▶ _Listed entries_
↓

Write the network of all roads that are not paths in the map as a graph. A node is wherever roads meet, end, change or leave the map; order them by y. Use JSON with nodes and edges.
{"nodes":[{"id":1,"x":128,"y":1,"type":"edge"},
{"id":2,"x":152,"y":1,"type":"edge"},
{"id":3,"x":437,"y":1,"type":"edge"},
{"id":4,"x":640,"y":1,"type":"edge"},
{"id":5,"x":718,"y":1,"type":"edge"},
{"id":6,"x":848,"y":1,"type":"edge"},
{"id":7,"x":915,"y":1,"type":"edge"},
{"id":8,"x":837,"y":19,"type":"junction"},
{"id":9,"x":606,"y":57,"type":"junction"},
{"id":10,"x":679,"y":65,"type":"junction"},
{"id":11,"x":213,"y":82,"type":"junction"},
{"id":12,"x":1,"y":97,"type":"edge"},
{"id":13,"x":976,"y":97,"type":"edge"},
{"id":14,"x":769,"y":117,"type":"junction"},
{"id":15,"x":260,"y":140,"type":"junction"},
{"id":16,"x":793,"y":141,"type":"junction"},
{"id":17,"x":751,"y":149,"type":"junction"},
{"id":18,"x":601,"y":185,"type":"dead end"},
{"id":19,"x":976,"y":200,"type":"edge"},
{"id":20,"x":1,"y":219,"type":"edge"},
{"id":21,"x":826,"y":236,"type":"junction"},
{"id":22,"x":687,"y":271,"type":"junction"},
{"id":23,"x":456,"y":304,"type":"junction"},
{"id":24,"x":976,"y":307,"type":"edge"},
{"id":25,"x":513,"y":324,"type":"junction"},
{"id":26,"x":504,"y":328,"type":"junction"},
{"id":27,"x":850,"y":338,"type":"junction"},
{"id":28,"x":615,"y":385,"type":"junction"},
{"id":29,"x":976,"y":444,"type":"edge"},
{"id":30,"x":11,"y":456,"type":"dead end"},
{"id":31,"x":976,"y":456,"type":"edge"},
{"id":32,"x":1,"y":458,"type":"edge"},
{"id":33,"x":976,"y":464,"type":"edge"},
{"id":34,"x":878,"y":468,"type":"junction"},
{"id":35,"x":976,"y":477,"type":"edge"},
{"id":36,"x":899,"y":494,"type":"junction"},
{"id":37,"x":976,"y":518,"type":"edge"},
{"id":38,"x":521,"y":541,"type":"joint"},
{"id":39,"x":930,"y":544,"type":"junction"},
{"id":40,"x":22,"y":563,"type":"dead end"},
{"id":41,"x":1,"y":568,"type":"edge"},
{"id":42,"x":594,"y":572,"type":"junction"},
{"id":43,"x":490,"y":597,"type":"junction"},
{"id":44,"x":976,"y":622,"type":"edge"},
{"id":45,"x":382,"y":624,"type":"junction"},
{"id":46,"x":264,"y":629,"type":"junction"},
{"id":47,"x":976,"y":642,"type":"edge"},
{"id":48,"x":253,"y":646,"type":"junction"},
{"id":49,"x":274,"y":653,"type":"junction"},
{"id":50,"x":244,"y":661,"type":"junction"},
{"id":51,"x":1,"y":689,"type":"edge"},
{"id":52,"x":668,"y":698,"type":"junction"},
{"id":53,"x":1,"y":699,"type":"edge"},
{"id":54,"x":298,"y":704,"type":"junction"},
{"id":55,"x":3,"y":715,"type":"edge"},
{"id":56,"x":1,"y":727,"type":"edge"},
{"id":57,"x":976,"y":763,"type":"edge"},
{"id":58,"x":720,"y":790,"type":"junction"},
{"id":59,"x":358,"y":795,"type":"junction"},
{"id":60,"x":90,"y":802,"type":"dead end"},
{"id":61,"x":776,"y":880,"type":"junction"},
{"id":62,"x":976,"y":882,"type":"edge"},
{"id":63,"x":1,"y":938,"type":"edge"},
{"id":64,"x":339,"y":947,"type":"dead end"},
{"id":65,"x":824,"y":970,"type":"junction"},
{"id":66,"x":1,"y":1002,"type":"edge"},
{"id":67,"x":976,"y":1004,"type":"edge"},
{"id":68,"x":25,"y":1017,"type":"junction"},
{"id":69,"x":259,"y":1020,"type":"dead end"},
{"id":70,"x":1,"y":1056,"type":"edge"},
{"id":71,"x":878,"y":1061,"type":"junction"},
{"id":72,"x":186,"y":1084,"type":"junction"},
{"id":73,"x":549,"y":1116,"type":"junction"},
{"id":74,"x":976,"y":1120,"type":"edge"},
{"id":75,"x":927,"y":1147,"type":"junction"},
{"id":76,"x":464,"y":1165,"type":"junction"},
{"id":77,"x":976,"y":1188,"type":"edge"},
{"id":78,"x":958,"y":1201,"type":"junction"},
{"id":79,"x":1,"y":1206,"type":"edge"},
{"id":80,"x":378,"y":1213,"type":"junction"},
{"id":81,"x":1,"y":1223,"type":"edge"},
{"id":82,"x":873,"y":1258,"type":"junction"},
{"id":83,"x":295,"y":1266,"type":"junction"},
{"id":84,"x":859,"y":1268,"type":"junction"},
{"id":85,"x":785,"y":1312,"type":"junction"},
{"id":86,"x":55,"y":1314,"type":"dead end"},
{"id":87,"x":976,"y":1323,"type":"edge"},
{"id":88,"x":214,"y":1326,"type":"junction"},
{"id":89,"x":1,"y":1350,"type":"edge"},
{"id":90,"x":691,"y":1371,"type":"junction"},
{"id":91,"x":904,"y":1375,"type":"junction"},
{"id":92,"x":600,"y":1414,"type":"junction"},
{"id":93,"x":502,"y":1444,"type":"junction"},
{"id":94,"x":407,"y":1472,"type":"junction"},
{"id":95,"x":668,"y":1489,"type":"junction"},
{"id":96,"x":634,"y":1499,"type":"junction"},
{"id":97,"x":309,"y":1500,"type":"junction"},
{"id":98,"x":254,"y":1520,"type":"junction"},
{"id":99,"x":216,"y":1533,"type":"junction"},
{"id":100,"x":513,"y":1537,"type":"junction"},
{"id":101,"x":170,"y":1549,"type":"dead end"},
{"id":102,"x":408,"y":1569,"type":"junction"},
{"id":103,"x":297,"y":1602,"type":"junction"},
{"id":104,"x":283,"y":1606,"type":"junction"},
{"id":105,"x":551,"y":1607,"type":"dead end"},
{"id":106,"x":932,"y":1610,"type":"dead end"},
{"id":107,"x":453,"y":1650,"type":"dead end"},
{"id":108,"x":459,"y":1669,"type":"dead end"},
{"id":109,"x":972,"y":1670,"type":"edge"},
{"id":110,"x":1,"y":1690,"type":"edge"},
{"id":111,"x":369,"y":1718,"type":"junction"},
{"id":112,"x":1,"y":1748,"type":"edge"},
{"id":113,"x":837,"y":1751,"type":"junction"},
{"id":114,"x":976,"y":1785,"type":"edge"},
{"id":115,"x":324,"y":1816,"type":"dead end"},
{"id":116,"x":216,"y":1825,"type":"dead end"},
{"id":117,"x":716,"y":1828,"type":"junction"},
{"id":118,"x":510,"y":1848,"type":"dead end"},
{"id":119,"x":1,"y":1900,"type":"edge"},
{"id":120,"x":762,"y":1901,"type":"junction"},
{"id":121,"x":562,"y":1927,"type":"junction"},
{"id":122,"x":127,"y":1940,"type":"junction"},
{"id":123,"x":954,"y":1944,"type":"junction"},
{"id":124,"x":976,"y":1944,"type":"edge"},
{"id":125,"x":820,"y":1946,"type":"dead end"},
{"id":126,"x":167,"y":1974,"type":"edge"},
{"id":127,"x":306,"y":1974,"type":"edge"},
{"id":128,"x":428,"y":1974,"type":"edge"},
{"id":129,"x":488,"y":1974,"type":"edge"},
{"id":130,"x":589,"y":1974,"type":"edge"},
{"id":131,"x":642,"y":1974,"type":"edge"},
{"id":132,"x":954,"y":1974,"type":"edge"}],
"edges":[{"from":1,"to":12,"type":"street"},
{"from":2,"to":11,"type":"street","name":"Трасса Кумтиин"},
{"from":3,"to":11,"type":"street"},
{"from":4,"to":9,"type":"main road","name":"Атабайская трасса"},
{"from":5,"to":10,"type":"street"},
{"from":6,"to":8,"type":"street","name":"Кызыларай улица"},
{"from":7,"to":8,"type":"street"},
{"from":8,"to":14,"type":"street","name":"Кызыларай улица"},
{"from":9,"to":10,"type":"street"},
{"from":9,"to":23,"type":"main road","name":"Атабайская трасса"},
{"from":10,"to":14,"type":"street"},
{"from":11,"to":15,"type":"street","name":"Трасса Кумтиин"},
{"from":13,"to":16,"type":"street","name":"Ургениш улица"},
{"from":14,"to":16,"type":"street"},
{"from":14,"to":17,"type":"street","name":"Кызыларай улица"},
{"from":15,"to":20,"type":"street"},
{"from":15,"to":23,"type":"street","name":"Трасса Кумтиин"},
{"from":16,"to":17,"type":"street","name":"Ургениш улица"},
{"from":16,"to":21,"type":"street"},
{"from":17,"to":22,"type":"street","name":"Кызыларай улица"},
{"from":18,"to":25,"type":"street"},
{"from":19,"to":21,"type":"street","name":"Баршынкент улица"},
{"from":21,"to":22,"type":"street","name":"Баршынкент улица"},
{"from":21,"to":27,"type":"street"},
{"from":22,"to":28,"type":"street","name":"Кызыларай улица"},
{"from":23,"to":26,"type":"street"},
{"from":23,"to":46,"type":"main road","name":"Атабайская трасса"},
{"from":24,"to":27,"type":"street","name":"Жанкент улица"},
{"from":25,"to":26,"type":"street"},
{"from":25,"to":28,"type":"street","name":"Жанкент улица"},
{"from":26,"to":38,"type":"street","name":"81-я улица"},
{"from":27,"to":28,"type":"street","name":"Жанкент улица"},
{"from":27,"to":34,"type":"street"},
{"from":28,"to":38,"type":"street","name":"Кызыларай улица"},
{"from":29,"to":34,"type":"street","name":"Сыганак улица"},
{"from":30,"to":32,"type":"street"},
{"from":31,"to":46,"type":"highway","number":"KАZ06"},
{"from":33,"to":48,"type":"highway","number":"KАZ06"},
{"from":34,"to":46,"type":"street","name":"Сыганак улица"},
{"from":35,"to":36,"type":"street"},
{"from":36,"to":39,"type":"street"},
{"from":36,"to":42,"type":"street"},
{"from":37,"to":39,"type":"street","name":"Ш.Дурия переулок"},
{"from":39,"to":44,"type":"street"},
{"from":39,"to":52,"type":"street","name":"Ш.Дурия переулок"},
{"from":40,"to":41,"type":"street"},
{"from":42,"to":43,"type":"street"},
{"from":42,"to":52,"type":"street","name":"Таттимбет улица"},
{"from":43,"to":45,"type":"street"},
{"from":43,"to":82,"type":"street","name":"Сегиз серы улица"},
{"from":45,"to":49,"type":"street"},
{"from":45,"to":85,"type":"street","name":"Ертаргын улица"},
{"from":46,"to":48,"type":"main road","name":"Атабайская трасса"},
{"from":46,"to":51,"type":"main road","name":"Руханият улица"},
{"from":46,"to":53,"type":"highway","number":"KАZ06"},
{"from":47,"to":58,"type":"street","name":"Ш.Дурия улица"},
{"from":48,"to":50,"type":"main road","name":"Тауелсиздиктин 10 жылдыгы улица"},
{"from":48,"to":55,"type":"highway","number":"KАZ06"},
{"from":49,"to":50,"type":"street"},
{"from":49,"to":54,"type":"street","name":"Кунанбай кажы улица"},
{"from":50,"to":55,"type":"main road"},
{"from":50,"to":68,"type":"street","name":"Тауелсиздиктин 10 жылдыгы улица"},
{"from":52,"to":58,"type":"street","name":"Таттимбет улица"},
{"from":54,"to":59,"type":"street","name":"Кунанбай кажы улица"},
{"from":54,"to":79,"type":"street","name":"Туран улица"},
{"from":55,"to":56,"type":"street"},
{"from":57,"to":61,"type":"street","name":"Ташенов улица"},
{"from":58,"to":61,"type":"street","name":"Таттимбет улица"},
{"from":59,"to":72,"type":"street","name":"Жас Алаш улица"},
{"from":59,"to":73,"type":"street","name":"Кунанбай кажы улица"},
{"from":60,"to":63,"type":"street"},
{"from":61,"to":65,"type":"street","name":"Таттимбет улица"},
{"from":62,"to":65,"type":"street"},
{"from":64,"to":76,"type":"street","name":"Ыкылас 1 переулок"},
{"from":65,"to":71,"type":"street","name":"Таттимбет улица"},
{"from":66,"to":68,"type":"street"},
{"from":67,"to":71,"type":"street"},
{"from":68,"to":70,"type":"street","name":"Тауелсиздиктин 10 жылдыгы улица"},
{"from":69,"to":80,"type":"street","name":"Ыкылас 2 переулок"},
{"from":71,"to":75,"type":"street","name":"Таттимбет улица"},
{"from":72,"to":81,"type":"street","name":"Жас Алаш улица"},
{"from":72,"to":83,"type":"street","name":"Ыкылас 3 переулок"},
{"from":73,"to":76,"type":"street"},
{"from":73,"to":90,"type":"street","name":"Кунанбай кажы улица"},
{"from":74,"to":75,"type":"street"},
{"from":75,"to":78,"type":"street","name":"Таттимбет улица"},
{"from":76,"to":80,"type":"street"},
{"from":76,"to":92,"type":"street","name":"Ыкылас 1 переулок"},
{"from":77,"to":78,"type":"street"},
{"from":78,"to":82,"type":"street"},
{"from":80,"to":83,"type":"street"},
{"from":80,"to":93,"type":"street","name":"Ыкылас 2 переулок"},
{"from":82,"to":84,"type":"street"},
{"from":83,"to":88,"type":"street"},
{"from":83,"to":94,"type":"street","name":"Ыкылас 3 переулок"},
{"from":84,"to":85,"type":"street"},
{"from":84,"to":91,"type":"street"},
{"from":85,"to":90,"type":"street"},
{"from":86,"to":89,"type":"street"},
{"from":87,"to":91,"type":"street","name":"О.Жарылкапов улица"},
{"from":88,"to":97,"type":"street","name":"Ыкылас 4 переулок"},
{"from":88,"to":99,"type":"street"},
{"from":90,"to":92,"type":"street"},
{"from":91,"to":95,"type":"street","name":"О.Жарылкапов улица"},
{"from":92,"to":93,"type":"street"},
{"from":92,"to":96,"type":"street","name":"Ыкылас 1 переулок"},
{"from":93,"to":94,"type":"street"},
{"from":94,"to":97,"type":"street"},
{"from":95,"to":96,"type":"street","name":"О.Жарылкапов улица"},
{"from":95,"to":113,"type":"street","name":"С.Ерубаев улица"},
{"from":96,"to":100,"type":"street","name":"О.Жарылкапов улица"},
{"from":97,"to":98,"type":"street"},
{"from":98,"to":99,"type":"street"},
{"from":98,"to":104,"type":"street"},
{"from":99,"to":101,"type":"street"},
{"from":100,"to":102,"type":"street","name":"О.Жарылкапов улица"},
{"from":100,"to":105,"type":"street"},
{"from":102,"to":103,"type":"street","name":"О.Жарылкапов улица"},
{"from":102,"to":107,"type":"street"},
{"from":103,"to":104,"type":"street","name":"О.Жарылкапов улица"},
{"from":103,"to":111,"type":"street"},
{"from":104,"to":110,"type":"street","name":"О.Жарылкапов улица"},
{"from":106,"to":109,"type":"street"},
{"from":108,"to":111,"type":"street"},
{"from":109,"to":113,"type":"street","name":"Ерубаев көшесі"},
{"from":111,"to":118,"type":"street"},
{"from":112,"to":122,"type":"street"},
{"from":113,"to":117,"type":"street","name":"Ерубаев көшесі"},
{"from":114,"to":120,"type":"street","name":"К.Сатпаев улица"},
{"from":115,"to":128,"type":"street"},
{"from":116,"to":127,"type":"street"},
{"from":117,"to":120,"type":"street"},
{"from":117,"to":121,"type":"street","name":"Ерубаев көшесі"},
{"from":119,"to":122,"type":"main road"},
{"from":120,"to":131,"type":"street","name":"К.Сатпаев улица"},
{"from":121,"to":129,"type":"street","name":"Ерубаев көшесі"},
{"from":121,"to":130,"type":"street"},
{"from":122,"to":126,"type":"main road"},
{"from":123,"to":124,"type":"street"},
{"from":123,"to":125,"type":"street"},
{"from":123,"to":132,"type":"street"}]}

↑

▶ _Work request_
The word to find is "Сатпаев". Copy every line of the data that holds it.

▶ _Output for this exercise_
{"from":114,"to":120,"type":"street","name":"К.Сатпаев улица"},
{"from":120,"to":131,"type":"street","name":"К.Сатпаев улица"},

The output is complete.